Like lepers, assholes stand out in public. But whereas our ancestors were never reluctant to point a finger and shout, "Unclean!" people today are more cautious about making snap judgments. They don't want to accuse somebody of being an asshole just because he looks like one. They think that only by talking to someone can they evaluate his personality-type. This is undoubtedly pure bullshit.
The whole point of spotting an asshole from a distance is to give yourself enough time to begin evasive action. You shouldn’t have to wait until the asshole gets close enough to say, "Hi, my name's Tom," before you can determine whether he's an asshole or not. By then, it's too late. Assholes can be quite persuasive, and if you aren't on the lookout you could find yourself locked in for dinner with one before you know it. If you see the asshole coming, however, you’ll have time to come up with an escape plan.

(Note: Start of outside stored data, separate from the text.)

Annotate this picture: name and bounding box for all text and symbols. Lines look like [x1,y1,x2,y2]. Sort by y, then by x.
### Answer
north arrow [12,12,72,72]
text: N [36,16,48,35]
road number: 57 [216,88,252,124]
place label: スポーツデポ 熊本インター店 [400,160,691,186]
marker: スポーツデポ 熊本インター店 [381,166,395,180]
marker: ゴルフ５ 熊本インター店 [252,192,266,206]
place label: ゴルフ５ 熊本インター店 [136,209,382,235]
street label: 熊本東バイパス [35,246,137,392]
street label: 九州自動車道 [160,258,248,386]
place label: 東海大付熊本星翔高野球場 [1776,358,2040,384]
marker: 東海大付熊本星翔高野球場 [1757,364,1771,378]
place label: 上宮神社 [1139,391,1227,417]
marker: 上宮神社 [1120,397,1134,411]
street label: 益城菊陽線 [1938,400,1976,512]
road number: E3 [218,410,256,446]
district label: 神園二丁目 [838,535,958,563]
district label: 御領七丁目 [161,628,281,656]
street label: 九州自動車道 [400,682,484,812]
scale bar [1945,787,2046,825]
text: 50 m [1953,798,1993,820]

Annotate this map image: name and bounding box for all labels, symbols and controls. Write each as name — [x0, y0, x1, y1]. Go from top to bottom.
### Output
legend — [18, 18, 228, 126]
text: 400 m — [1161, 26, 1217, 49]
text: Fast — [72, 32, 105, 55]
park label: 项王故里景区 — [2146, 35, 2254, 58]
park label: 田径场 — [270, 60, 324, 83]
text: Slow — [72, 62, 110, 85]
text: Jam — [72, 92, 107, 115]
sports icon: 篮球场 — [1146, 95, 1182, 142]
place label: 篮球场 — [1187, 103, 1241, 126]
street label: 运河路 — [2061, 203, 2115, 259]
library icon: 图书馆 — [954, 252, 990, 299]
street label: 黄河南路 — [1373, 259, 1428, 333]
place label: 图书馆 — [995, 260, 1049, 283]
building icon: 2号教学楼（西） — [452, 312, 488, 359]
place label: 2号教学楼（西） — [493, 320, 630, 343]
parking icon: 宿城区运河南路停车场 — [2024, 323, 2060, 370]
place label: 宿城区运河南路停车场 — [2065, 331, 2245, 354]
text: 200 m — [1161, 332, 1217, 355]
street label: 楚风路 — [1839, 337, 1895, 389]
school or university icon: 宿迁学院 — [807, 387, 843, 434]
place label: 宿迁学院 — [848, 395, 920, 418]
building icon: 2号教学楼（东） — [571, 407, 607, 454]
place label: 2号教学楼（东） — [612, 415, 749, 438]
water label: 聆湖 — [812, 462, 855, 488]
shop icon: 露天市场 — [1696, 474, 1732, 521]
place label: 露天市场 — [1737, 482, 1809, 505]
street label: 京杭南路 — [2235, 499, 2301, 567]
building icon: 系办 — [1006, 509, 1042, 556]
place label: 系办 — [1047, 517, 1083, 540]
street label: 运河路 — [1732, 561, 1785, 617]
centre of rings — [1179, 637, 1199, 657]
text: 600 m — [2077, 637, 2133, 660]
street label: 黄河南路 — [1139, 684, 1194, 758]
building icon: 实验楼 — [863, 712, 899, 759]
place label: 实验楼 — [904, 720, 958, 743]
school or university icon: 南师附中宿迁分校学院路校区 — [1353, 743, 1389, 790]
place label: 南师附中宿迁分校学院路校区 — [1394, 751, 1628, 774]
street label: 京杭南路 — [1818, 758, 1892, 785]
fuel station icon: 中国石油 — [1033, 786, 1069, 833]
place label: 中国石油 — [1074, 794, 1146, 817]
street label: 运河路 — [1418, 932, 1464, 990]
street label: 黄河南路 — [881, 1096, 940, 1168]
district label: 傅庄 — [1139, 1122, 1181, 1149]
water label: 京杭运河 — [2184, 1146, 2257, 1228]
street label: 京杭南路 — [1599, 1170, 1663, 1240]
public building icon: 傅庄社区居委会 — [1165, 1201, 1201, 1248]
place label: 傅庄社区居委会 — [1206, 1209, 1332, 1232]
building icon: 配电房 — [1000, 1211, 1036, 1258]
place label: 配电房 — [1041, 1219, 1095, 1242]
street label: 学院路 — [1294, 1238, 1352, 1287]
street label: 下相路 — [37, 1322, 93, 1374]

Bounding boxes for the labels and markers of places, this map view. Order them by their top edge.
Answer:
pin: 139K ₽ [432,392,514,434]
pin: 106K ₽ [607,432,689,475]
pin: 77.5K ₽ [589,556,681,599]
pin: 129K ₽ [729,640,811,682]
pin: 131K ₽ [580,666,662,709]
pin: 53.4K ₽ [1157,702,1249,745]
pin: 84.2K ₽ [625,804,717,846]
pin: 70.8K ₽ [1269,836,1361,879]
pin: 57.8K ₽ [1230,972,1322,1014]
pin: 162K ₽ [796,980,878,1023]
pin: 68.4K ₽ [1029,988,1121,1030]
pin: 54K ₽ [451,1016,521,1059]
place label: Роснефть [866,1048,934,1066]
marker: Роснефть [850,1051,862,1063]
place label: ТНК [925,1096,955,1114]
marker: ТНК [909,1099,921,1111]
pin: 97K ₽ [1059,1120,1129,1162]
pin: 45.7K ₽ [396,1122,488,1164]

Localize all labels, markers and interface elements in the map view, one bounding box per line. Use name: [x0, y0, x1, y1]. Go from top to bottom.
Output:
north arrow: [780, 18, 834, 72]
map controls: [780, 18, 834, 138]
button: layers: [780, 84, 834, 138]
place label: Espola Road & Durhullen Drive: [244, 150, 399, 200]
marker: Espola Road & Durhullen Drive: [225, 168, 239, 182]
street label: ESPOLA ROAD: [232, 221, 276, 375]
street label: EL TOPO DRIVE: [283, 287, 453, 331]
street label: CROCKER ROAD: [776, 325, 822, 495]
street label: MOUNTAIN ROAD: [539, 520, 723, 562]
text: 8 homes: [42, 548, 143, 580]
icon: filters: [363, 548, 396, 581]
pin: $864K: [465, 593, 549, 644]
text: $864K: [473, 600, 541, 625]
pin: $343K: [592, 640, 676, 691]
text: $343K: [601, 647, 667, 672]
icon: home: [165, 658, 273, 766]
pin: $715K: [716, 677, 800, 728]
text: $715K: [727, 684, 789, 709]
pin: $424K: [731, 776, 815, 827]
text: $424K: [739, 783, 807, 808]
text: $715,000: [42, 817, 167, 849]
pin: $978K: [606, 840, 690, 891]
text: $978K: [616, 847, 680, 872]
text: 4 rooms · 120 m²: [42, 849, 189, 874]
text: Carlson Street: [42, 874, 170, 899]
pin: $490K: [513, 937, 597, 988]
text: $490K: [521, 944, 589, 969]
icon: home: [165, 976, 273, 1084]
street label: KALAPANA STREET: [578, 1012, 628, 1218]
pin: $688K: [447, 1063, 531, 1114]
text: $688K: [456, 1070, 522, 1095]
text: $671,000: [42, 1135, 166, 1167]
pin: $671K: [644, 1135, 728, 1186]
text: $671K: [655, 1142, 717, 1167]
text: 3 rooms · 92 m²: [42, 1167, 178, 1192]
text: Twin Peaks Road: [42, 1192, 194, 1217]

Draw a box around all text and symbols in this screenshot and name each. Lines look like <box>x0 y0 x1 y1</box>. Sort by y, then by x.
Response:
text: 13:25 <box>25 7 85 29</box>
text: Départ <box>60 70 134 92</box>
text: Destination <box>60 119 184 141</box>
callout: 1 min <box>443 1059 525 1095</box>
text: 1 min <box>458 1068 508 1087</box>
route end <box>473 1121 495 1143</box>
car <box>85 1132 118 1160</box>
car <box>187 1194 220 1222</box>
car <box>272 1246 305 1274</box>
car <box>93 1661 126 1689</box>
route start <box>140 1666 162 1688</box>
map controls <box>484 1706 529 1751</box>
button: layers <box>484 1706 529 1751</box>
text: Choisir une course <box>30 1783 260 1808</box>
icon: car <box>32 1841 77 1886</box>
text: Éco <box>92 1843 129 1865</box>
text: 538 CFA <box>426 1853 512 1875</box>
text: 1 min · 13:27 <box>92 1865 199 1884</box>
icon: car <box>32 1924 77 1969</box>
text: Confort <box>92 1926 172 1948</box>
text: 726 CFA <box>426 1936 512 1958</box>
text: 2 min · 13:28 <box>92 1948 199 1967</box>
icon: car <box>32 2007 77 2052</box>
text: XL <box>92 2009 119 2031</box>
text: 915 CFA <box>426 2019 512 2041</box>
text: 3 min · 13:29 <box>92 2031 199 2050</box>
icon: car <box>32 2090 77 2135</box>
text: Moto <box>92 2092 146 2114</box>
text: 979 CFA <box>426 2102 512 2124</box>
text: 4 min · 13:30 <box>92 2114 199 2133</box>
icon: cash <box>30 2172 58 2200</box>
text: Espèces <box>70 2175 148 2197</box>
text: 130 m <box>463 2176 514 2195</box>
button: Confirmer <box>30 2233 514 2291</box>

Naturally, what action you take depends on the type of asshole with whom you’re dealing with. For example, if you see a tan, four-door Plymouth circling your block moments before two men in gray suits and wing tips come up the walk, you’ll know enough to flush your stash before you answer the door. Or, if the fellow on the porch is carrying a briefcase and wearing a three-piece suit with a gold Rock of Gibraltar lapel pin, you can simply feign a terminal-sounding cough that will have skipping the life and health insurance spiels and going directly to the burial policies. At this point, you can justifiably slam the door in the morbid asshole’s face.
The Basic Questions
But I’m getting ahead of myself. Before there can be discussion of technique, it’s necessary to answer a few basic questions about assholes:
First, isn’t an asshole an arbitrary label to pin on someone?
Not at all. Think about the assholes you’ve known. Everyone who knew them thought they were assholes, right? And the only people who didn’t think so were other assholes.
Indeed, some assholes take a perverse pride in being assholes, and even band together in exclusive societies like the AMA and the Kiwanis. Of course, they don’t call themselves "assholes"; they go by euphemisms like "CPA" or "doctor." But it means "asshole" to everyone except their mothers.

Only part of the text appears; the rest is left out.